On appeal, plaintiff contends that his third amended complaint was improperly dismissed because Illinois recognizes willful and wanton misconduct as a cause of action independent of the Act and, alternatively, because the Act’s requirement that plaintiff show that Starks and Tranckitello were engaged in law enforcement duties is a proof requirement, not a pleading requirement.

This action arises from a 1999 internal investigation by the Chicago police department (the Department). That investigation arose from allegations that plaintiff, in his capacity as a gang crimes specialist within the Department, had engaged in several acts of misconduct, including failing to take action on felonies he witnessed. Starks, a sergeant in the Department’s internal affairs division, conducted the investigation under the supervision of Tranckitello, a police lieutenant. According to plaintiffs complaints, in his investigative file, Starks indicated that plaintiff had asked an assistant State’s Attorney (ASA) to reduce criminal charges against a confidential informant. However, Starks and Tranckitello had received a letter from the ASA indicating that plaintiff had not asked for the reduction in charges. Plaintiff alleged that defendants conspired to hide the letter.

As a result of the investigation, plaintiff was suspended without pay in October 2002, and the police board initiated proceedings against him seeking his dismissal. During a disciplinary hearing regarding another officer, the letter came to light, and defendants then appended to the investigatory file a report mentioning the letter. Plaintiff alleges this report was fraudulently backdated. The proceedings against plaintiff were eventually concluded in his favor and he returned to the police force.

Soon thereafter, plaintiff left the force and filed his first complaint, alleging malicious prosecution and civil conspiracy as to the defendant officers and the City of Chicago under the doctrine of respondeat superior.
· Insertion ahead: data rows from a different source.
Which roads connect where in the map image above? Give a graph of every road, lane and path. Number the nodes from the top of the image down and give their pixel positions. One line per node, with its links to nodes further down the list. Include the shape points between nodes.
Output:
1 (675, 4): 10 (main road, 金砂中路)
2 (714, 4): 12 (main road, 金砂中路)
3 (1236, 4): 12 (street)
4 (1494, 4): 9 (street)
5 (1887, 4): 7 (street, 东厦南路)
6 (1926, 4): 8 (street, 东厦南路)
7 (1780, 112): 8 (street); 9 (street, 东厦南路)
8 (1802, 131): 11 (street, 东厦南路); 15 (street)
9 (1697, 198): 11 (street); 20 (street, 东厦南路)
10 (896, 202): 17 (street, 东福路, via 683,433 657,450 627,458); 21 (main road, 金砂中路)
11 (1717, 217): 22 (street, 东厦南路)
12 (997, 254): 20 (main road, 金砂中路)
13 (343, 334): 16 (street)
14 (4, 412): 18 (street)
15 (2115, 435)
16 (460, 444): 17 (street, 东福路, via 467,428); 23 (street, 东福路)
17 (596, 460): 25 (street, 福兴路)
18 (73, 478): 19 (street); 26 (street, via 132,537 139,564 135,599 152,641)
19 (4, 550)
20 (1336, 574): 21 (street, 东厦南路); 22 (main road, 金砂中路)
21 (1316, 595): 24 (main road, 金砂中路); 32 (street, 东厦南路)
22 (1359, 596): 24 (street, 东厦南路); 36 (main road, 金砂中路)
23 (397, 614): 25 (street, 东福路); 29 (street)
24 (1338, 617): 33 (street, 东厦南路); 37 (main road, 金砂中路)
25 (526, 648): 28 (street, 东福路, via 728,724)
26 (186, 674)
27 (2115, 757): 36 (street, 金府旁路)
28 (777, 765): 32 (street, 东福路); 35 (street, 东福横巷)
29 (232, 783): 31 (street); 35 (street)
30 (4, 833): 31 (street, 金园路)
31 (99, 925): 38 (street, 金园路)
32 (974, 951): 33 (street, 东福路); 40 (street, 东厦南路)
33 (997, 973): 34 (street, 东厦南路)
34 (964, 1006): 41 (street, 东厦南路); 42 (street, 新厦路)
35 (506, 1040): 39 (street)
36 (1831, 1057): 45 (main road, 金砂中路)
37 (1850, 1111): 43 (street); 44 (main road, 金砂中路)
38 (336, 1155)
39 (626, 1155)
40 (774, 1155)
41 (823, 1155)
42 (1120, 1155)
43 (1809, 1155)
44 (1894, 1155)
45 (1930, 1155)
The circuit court granted defendants’ motions to dismiss the complaint because plaintiff did not allege special damages — damages above and beyond the normal expense and inconvenience of defending an adversarial action — a required element of the tort of malicious prosecution. See Thomas v. Hileman, 333 Ill. App. 3d 132, 136 (2002). Plaintiff then amended his complaint to add the allegations that he was constructively discharged and that he had sought psychological counseling and care as a result of the proceedings. The circuit court also dismissed this complaint, finding that plaintiff still failed to plead special damages. Plaintiffs second amended complaint was identical to his first amended complaint except that it alleged that Starks and Tranckitello engaged in “willful and wanton conduct” in prosecuting the proceedings against him, instead of alleging malicious prosecution. Plaintiffs third amended complaint was filed prior to the circuit court taking any action on the second amended complaint. The third amended complaint added one additional factual allegation against Starks and Tranckitello, but was otherwise identical to the second amended complaint. The circuit court dismissed the third amended complaint in May 2005, finding that willful and wanton conduct is only recognized as an independent tort under section 2 — 202 of the Act (745 ILCS 10/2 — 202 (West 2004)) and that plaintiff had failed to allege that defendants were engaged in law enforcement duties at the time of the prosecution, which therefore meant the complained-of activities were outside the ambit of Act. Plaintiff appeals from the dismissal of the third amended complaint.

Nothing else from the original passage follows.